Shifting consumer attitudes, behaviors and demographics; an evolving marketplace with ongoing channel and digital disruptions; and increasing competition for consumer mindshare and dollars are changing the playing field for food companies and foodservice operators, according to The NPD Group. The key shifts are how consumers shop, define convenience, use restaurants and foodservice outlets, and personalize health and wellness, according to NPD’s recently released Eating Patterns in America report.

“Consumer eating attitudes and behaviors are evolving in ways that transform long-standing consumption patterns. Shifting demographics, changing meal composition, more fresh foods, and new attitudes on beverages all create challenges for growth,” said David Portalatin, NPD vice president, industry analyst and author of Eating Patterns in America. “Today’s macro environment isn’t generating organic growth for the food and foodservice sectors so we’re dealing with a 1 percent world.”

In addition to changing consumption patterns, consumers are also making fewer visits to restaurants, opting to stay at home or spend their money on experiences or something else. As a result restaurant visits declined for the last several quarters, but evidence of the country’s stay-at-home culture is that foodservice delivery is growing.
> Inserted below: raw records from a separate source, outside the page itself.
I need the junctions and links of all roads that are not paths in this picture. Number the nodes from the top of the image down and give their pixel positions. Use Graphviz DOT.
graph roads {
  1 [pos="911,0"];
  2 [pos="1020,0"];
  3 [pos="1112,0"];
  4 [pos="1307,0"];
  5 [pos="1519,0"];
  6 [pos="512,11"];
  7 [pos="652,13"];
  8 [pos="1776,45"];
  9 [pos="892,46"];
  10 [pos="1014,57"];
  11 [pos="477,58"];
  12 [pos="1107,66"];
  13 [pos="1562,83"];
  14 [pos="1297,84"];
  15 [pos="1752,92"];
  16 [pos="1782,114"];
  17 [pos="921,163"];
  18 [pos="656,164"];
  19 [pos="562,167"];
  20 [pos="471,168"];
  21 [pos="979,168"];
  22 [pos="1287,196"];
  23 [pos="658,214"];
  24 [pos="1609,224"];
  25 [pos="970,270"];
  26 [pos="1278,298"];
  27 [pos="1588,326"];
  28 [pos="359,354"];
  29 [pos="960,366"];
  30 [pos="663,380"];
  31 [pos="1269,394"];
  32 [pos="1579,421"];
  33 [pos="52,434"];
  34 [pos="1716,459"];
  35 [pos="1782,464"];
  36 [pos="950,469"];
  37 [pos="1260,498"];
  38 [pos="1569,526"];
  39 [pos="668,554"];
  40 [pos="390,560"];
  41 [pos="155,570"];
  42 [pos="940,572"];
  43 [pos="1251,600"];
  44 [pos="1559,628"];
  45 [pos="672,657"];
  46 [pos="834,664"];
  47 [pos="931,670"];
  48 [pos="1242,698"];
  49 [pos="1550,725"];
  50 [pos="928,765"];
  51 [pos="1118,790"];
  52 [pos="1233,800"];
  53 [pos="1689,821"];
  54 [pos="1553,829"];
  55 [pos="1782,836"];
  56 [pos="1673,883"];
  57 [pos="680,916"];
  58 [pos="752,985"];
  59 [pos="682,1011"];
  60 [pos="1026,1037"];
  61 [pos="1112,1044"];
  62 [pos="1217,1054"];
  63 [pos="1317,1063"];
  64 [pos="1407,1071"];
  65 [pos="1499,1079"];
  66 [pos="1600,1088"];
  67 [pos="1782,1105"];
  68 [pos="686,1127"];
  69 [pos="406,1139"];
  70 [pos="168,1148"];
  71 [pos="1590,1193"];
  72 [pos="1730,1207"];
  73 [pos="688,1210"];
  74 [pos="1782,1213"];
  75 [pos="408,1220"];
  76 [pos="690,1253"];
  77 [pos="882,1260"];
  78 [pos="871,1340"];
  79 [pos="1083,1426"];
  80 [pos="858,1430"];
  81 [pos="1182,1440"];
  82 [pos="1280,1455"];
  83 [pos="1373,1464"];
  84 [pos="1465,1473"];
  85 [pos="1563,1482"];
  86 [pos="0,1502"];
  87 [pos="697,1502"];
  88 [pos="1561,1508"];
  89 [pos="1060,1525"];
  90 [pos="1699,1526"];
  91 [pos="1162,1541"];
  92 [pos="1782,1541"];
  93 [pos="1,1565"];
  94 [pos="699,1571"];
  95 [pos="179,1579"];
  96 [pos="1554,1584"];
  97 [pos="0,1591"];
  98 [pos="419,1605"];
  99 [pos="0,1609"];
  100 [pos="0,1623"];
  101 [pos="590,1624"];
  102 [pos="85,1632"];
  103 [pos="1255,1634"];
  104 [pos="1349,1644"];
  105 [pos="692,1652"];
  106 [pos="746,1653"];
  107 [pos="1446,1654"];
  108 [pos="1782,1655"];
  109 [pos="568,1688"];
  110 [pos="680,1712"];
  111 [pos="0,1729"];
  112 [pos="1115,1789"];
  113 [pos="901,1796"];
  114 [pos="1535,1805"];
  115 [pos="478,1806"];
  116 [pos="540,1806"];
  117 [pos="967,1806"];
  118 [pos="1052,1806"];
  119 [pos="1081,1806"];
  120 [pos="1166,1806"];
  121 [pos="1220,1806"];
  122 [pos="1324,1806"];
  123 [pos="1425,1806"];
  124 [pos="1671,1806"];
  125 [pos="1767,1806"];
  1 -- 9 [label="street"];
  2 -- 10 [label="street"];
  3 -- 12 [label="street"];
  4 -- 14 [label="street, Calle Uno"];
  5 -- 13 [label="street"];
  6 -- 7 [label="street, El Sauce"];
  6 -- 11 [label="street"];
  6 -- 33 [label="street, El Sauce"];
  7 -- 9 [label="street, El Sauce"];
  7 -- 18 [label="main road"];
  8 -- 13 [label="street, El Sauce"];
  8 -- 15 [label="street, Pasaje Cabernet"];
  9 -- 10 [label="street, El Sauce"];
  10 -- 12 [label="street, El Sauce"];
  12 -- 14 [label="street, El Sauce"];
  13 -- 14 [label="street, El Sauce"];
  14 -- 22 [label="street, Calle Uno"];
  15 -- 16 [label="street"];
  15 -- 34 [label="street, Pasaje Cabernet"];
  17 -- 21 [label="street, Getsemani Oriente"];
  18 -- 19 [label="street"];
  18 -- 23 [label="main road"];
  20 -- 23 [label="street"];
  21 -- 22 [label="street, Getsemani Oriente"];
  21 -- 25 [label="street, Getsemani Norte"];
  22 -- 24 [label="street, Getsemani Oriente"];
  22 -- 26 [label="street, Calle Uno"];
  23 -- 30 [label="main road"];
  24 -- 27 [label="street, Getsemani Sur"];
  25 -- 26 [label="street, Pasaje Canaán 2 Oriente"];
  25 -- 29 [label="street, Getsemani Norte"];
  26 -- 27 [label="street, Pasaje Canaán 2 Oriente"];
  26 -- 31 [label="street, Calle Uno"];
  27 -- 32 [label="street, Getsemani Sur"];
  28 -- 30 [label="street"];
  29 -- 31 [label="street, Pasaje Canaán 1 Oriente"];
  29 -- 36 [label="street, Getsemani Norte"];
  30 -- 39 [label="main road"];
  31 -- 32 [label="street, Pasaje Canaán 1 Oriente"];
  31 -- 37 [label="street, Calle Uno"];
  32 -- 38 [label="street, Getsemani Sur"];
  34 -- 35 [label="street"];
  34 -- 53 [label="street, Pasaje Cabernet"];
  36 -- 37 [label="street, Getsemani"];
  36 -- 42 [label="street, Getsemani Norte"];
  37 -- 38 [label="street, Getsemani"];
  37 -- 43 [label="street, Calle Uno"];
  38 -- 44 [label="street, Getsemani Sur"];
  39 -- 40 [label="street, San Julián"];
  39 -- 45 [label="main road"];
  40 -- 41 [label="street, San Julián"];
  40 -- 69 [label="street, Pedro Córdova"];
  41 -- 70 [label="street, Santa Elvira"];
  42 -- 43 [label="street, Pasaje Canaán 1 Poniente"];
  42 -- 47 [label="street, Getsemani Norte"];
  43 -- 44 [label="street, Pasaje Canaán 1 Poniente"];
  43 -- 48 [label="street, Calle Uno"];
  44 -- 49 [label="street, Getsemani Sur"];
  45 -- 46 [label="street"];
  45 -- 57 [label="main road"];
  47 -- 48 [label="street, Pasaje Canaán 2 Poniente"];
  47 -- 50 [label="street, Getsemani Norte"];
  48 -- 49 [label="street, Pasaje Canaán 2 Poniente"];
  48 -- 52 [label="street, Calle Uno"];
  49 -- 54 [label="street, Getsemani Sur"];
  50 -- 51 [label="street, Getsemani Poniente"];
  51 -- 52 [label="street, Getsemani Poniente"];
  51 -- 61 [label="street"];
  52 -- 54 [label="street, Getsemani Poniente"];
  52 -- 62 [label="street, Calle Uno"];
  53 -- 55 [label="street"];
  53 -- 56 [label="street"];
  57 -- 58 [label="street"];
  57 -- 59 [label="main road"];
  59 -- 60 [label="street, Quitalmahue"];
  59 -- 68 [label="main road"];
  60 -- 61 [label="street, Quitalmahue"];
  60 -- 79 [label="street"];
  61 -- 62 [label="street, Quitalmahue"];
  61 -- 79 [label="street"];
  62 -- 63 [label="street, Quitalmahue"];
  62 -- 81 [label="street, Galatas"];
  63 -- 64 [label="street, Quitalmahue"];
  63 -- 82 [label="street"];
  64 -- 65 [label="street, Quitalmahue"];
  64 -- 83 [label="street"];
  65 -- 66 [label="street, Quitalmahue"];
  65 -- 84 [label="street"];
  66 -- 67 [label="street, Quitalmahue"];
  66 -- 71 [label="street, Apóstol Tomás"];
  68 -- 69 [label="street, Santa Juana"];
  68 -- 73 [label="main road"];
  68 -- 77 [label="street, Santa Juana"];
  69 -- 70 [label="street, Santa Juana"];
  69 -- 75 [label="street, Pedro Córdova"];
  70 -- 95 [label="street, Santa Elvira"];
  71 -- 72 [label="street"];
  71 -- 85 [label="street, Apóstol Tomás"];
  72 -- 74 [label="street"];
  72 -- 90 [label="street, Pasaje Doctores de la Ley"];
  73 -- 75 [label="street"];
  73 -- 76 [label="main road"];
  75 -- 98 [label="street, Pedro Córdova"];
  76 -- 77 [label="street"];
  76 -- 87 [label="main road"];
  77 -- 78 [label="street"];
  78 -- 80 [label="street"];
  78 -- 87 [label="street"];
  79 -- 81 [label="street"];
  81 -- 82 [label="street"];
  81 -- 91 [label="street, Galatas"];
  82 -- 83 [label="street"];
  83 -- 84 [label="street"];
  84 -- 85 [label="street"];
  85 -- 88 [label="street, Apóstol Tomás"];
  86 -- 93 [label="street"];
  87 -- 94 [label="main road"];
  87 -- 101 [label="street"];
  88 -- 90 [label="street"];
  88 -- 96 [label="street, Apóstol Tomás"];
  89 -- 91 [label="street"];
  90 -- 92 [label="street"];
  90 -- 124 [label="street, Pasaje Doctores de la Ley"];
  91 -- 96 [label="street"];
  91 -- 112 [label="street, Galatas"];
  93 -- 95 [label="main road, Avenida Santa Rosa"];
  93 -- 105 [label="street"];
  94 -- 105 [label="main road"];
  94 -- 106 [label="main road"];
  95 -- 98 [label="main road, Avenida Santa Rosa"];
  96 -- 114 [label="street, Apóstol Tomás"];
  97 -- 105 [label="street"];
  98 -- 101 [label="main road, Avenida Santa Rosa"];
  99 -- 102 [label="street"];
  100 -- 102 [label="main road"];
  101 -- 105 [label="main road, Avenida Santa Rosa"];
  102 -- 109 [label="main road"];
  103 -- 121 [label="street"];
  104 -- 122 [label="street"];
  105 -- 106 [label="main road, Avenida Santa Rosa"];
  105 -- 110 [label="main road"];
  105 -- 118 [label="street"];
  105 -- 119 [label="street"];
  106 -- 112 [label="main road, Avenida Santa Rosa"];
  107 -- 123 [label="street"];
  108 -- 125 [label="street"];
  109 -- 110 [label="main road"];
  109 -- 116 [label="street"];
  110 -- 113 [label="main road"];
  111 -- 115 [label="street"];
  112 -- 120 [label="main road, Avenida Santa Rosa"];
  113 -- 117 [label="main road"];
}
Among the top factors contributing to the shifts in consumption are the attitudes and behaviors of two largest generational groups, baby boomers and millennials. Millennials have now surpassed boomers in numbers but boomers remain a large population and their behaviors still have a significant influence on the marketplace. For example, as boomers age they use restaurants less and their cutback has resulted in 292 million fewer restaurant visits per year. Like the boomers did before them, millennials, a generation strapped by sizeable student debt and other committed expenses, are agents of marketplace change as they move through their life stages. They continue to influence the food and restaurant industries with their want of authenticity, fresh and social consciousness.

“Although the food and foodservice industries are in a stalled growth mode, there are still pockets of growth,” said Portalatin. “To grow in these challenged markets will require renovation by some, reinvention by others, and by many a deeper understanding of what consumers really need and want.”